The door is open

     One of the things that is true; and that I have been pondering, is that when you come out, your family comes out. I mean; once I am full time, then all of my son’s friends will know. My baby will be fine, I think. I just worry about what will change for him. I know he has a good job. He is ready to start school. He makes good money. He can stand on his own. He has had it hard. We all have.  
     His mother was the anchor, the glue. I am more like the scotch tape. I could never fill that gap. I am not as strong as her. She just knew stuff. I just want to know that I am doing the right thing. He says everything will be ok, but I can’t help but feel apprehensive. He didn’t sign up for this. He said once I start living as my authentic self; he may not be as willing to be with me in public at first, and that’s ok. I asked why, do you think I won’t pass? He said no; it’s just the idea, the act. So I asked him, “do you not want me to transition?”. His words, “that would be wrong; you should get to be you, it’s just going to take me some time to get used to”.
     My middle son (the transphobic bisexual) has not been told. I think he knows; because he brings up something concerning transgender, on a daily basis, but I am not telling him until I am ready.
     The baby’s girlfriend? She knows. He said she has always known. When he told her, her reply was duh! She went on to tell him; I wore tight clothes, my walk and mannerisms were feminine, my cologne smelled feminine ( men’s Dolce & Gabbana blue, really?), and I just look feminine. Am I that obvious?
     The only other person I care about, is my aunt. Her and my mom were very close. She is like a second mom.
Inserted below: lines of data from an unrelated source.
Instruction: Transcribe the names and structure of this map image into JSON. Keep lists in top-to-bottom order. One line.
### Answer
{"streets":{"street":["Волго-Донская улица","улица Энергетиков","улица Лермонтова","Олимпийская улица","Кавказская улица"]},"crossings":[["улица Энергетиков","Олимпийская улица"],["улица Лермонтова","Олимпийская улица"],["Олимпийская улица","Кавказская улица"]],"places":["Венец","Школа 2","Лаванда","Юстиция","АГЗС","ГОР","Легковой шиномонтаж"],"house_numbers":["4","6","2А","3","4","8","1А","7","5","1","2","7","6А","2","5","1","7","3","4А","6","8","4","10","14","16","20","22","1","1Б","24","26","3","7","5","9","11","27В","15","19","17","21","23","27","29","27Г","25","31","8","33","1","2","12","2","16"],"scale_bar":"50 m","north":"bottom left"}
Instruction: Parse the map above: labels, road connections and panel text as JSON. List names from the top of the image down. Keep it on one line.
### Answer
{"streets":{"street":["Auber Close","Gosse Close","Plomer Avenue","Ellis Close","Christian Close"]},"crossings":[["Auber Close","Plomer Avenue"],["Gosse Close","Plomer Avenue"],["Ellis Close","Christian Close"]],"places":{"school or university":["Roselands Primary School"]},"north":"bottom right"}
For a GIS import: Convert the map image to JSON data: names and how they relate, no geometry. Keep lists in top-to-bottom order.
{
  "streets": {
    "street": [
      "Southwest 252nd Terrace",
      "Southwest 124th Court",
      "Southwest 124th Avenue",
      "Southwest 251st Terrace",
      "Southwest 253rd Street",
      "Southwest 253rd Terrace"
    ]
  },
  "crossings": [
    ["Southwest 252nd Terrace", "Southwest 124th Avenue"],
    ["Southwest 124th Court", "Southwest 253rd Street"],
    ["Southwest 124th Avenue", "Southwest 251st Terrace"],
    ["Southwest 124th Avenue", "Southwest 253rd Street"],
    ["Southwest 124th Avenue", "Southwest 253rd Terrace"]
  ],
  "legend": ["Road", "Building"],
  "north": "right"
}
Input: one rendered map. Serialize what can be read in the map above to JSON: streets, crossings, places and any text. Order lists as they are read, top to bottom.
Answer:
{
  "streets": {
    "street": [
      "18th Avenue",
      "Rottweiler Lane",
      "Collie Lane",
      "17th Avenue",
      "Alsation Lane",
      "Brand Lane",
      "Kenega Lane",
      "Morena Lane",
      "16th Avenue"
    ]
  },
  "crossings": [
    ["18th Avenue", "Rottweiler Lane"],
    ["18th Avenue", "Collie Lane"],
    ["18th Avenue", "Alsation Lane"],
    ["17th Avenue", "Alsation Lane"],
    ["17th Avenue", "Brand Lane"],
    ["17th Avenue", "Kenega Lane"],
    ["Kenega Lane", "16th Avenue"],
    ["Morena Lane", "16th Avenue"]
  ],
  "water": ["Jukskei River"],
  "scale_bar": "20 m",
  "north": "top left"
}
In actuality; I think that I would have had an easier time coming out to my mom, if she were still alive. My aunt, it’s hard to get a read on. We talk, or text, at least once a week. She may have already figured me out.
     Words cannot express how much I miss my bride. She was supposed to accompany me. Kind of an activities director. It was her; that researched the city we moved to. She researched its acceptance level. When she found out about their “non-discrimination” law, she decided this was the place. She lead us here. She pushed us to be better people. I once said something about just being a man in a dress. She was having none of that. She built me up. Where I am; everything I become, it’s because of her. When I would try to go further into the closet; it was her that would coax me out. Did I already say I miss her. Even in death, she still inspires me. I mourn her daily.
     So there it is. Part of my journey is ending, but most of it just beginning. I am full of excitement, fear, and anxiety. This is like a panic attack on steroids. I have become an “expert” on confronting my fears. A “fear of being feminine”, pushed me into the army. A fear of heights pushed me to being a paratrooper. This has helped me. I have learned that every good journey begins with a strong exit out of the door. The aircraft is in the in the air; the door is open, my static line is hooked up. I am staring down the jump master; waiting for the red light, to turn green.